**THE TASK:** Below are the records; pull every line that includes "index".

**TASK INPUTS:**

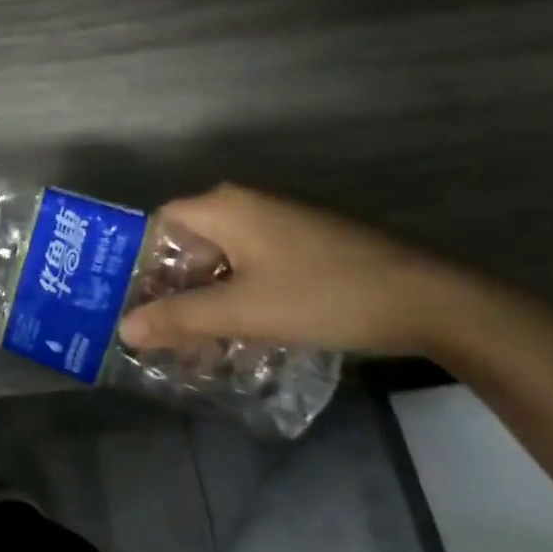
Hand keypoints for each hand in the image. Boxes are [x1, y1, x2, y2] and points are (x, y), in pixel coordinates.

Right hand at [116, 184, 490, 357]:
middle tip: (165, 336)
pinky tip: (244, 337)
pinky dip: (240, 296)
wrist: (429, 300)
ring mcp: (278, 222)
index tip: (138, 308)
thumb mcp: (244, 311)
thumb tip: (124, 328)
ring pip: (223, 259)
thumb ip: (181, 319)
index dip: (144, 267)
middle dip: (177, 292)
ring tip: (200, 348)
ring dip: (209, 300)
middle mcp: (245, 204)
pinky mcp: (304, 243)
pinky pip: (253, 265)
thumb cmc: (322, 295)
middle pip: (191, 245)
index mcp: (223, 206)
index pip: (160, 227)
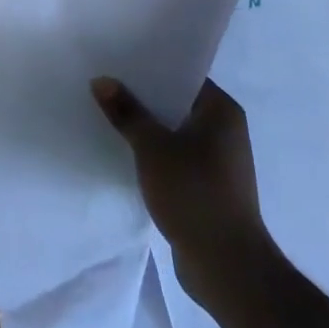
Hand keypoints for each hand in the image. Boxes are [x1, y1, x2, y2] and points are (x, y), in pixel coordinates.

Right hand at [92, 76, 274, 308]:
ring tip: (107, 115)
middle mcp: (225, 132)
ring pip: (173, 132)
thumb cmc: (194, 193)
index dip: (151, 68)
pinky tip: (123, 152)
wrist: (227, 266)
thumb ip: (126, 112)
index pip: (183, 76)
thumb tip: (102, 81)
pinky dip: (152, 153)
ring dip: (146, 127)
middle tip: (104, 84)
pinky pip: (174, 157)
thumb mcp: (152, 147)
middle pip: (176, 103)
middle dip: (142, 97)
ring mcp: (217, 162)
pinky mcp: (207, 187)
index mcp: (222, 112)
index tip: (117, 61)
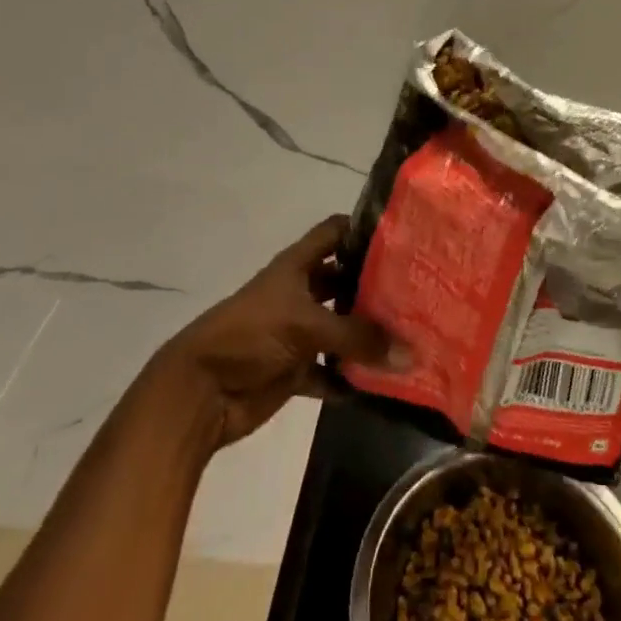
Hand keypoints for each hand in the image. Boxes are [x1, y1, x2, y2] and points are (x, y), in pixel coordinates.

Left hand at [149, 215, 395, 450]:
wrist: (200, 391)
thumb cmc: (250, 335)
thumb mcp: (306, 326)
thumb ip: (358, 338)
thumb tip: (411, 353)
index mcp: (297, 266)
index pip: (335, 232)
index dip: (364, 229)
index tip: (404, 237)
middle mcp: (300, 292)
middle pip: (344, 281)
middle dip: (376, 287)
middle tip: (420, 294)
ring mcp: (297, 332)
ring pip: (341, 328)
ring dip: (368, 336)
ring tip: (412, 338)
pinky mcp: (294, 370)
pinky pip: (331, 372)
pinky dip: (350, 378)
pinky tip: (382, 384)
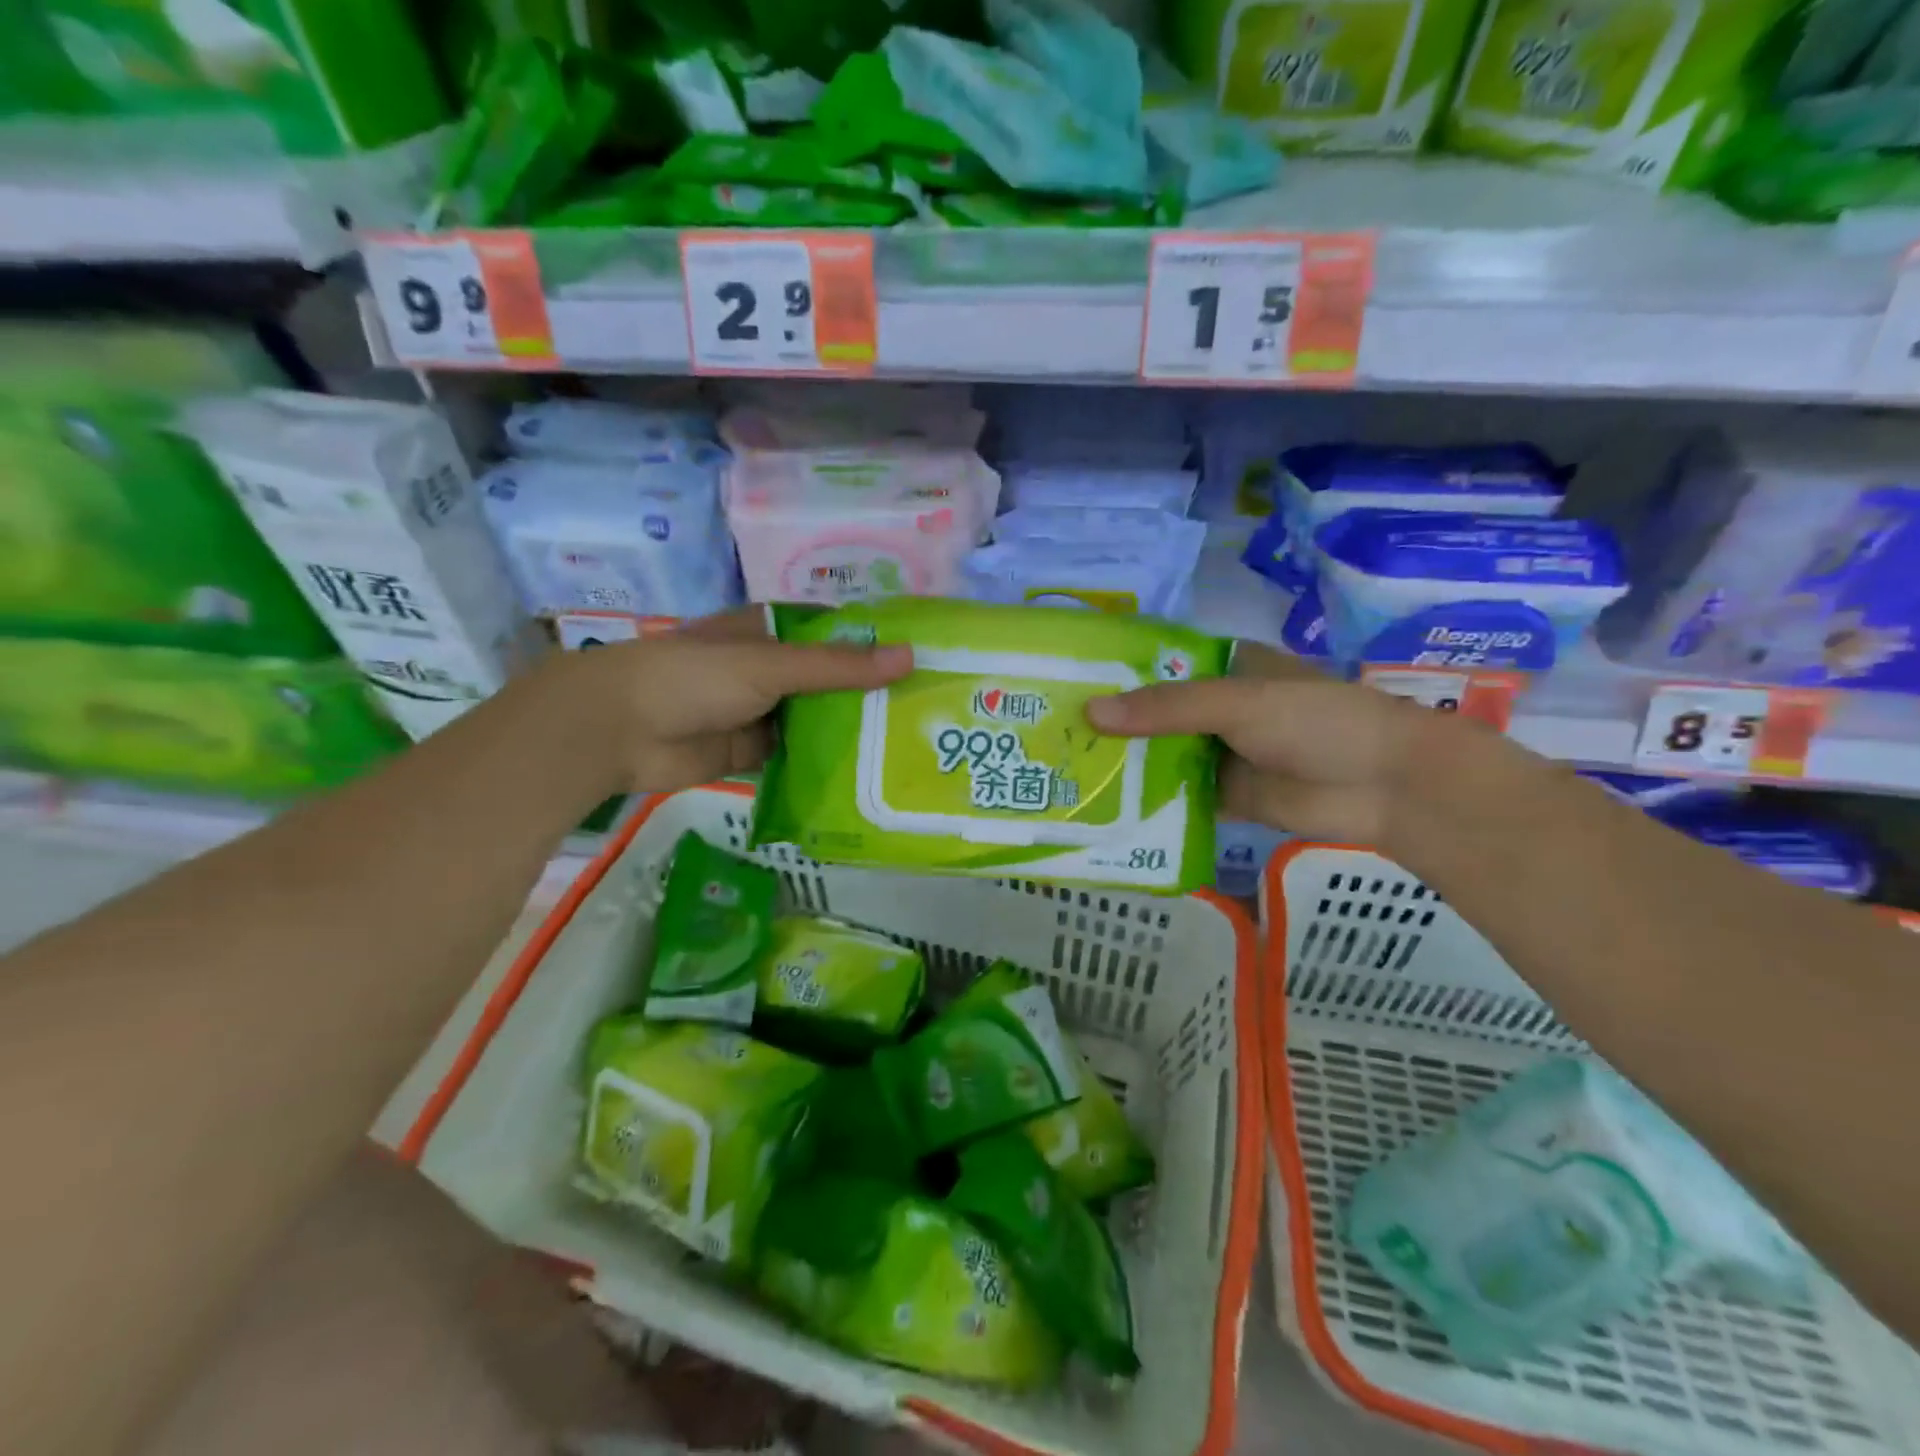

**EXERCISE OUTPUT:**
index tip: (138, 308)
index dip: (144, 267)
index mcp: (223, 206)
index pip: (160, 227)
index dip: (151, 68)
index pip: (183, 76)
index mcp: (222, 112)
index tip: (117, 61)
index mcp: (297, 266)
index pip: (335, 232)
index dip: (364, 229)
index tip: (404, 237)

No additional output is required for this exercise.